• SUPPLIED MATERIAL:
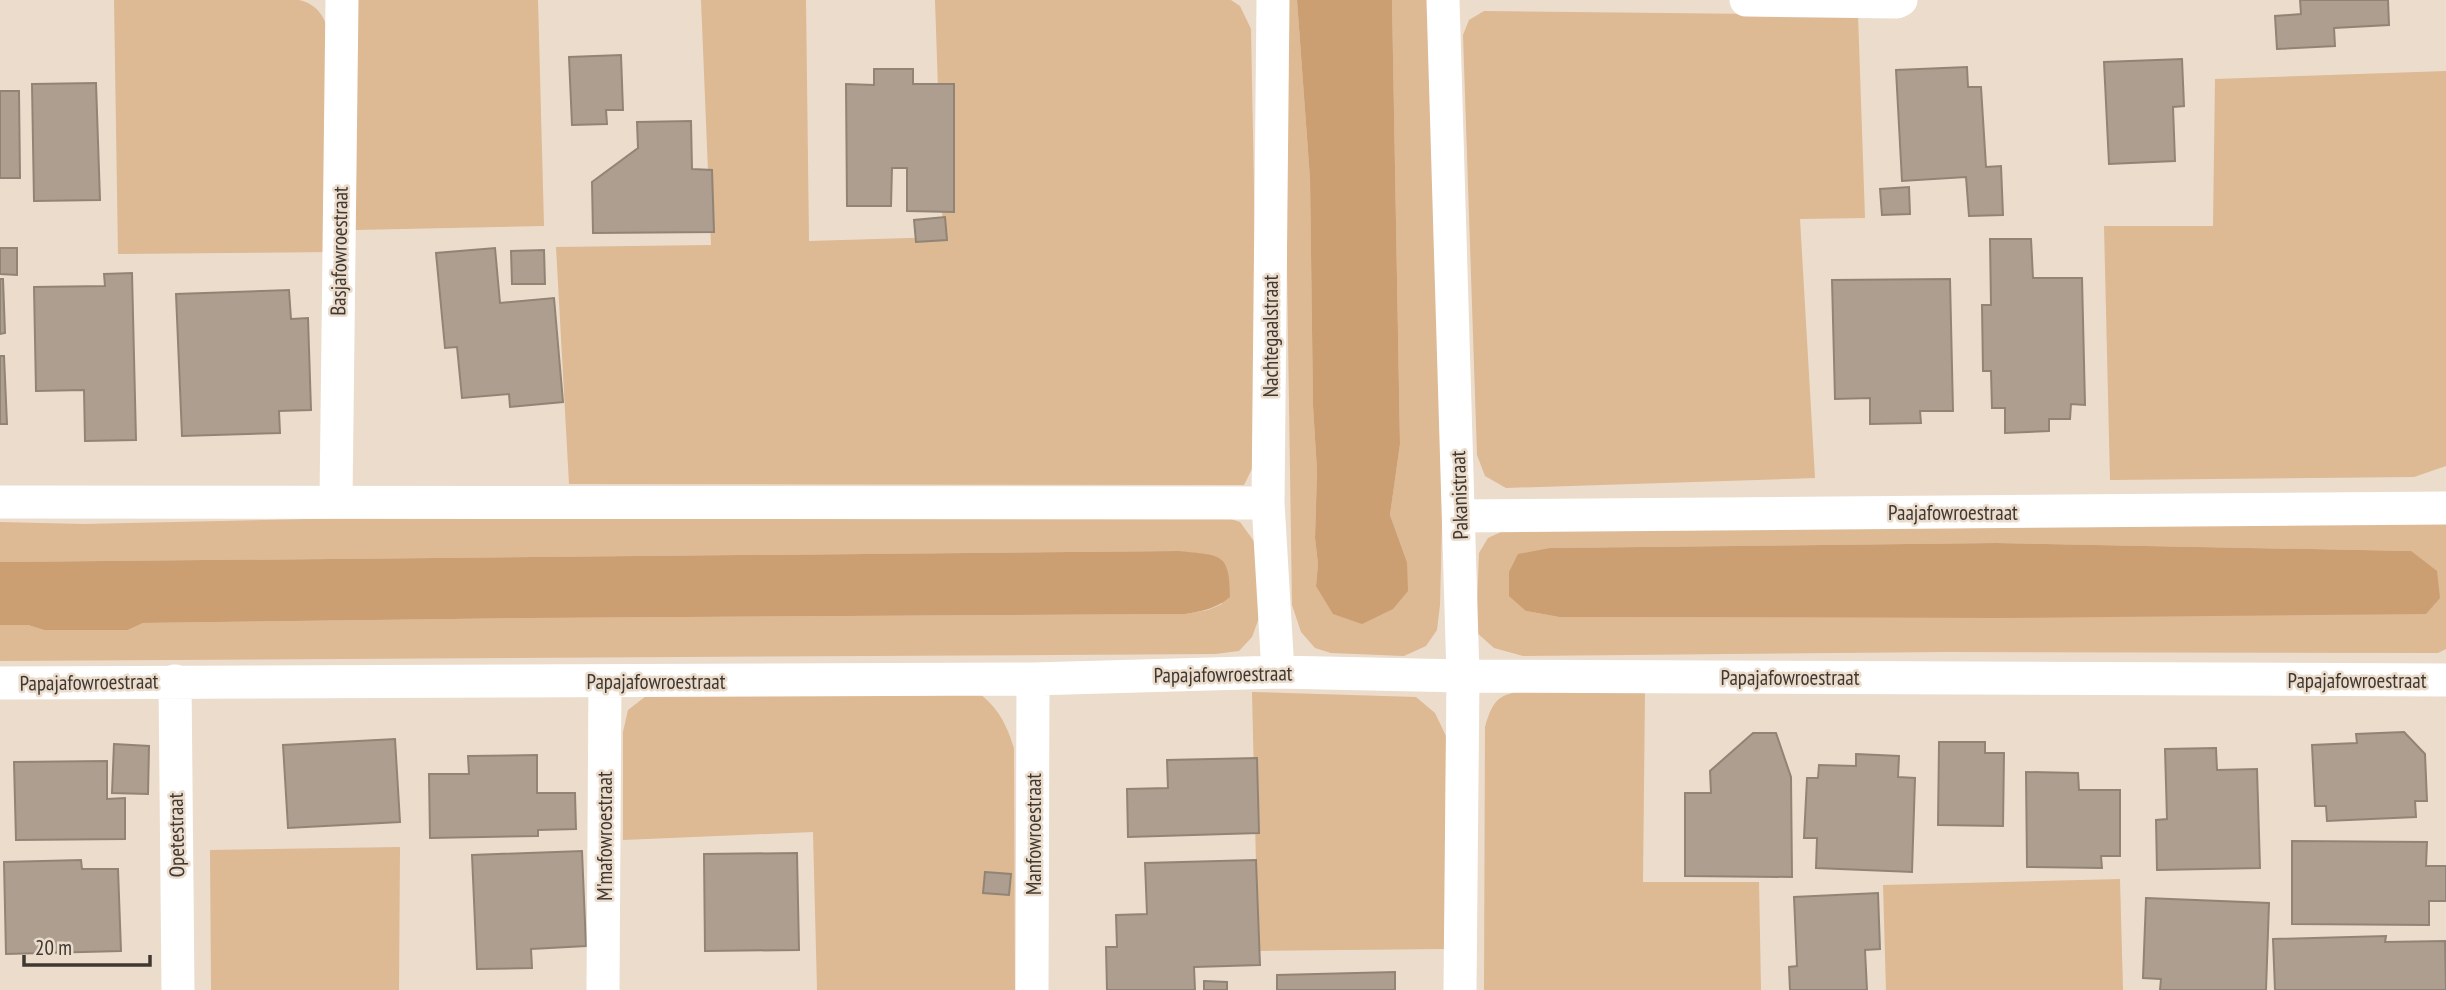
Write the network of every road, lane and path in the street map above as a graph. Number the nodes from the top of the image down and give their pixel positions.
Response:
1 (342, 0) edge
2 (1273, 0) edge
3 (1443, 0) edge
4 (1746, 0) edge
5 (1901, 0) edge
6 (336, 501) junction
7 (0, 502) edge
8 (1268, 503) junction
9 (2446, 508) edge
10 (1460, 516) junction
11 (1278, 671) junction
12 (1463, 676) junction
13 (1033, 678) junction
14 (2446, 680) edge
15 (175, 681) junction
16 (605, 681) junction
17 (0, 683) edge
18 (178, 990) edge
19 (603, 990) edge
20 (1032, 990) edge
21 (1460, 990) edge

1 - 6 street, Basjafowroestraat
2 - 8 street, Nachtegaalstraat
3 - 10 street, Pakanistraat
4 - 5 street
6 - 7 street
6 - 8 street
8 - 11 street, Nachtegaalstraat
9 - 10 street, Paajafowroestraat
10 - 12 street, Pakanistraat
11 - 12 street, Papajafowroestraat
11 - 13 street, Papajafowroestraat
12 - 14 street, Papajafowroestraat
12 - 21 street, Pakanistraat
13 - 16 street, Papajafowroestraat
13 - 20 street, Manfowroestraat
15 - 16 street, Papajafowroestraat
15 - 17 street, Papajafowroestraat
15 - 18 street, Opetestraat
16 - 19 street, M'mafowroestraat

--

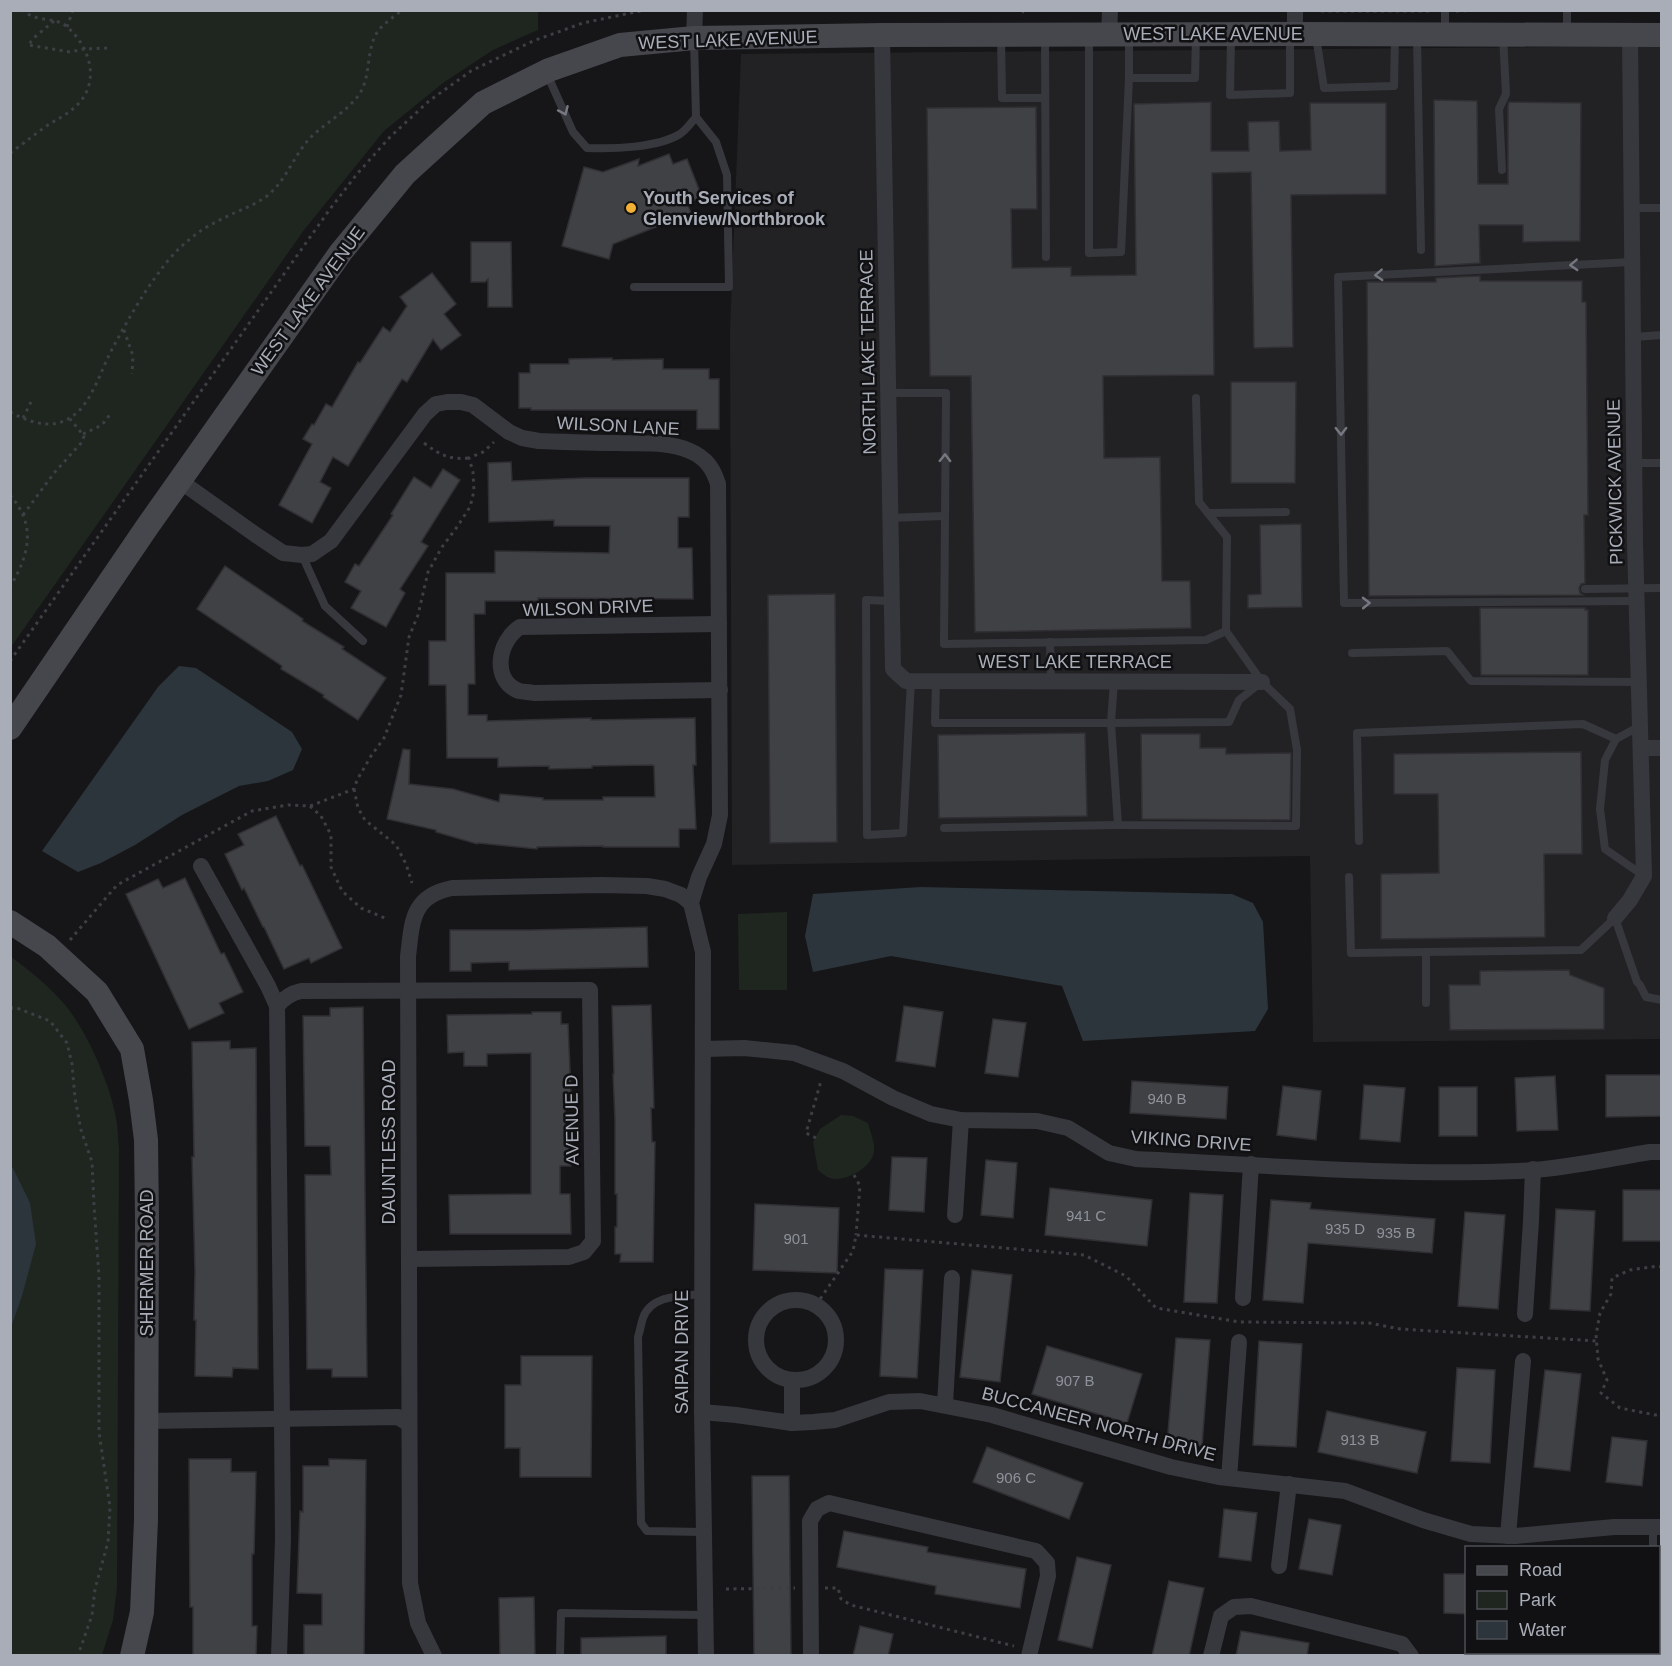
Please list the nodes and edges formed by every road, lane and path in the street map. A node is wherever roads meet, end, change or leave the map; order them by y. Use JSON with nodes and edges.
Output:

---

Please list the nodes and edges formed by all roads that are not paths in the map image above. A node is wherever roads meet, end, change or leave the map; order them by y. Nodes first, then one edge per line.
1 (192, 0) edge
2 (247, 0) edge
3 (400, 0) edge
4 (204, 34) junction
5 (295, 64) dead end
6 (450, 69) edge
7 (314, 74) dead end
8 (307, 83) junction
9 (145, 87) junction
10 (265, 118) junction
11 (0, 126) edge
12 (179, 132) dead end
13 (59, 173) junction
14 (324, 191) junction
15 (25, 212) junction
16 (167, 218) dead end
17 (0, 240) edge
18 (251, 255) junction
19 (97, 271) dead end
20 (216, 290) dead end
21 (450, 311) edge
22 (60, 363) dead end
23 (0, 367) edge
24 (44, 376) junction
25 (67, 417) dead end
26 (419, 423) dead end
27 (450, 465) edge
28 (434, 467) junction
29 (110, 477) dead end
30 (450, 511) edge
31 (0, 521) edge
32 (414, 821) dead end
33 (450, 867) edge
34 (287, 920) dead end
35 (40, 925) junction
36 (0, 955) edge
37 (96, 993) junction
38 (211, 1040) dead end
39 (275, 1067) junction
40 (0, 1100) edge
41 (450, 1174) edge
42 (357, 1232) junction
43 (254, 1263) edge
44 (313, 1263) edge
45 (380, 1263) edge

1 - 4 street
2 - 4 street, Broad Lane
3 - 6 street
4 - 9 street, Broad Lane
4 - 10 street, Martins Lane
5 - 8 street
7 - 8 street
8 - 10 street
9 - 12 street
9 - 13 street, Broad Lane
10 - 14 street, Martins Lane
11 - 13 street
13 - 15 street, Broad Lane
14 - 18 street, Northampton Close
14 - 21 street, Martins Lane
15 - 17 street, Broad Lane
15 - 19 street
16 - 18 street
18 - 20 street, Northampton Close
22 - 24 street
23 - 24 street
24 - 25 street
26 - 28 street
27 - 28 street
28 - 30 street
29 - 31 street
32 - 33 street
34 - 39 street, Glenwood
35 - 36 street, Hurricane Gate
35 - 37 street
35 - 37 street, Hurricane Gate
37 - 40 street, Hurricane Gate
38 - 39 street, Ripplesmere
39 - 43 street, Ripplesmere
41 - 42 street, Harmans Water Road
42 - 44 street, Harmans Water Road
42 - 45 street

• REQUIRED ACTION:
Filter the records above down to the lines containing "every".

• OUTPUT:
Write the network of every road, lane and path in the street map above as a graph. Number the nodes from the top of the image down and give their pixel positions.
Please list the nodes and edges formed by every road, lane and path in the street map. A node is wherever roads meet, end, change or leave the map; order them by y. Use JSON with nodes and edges.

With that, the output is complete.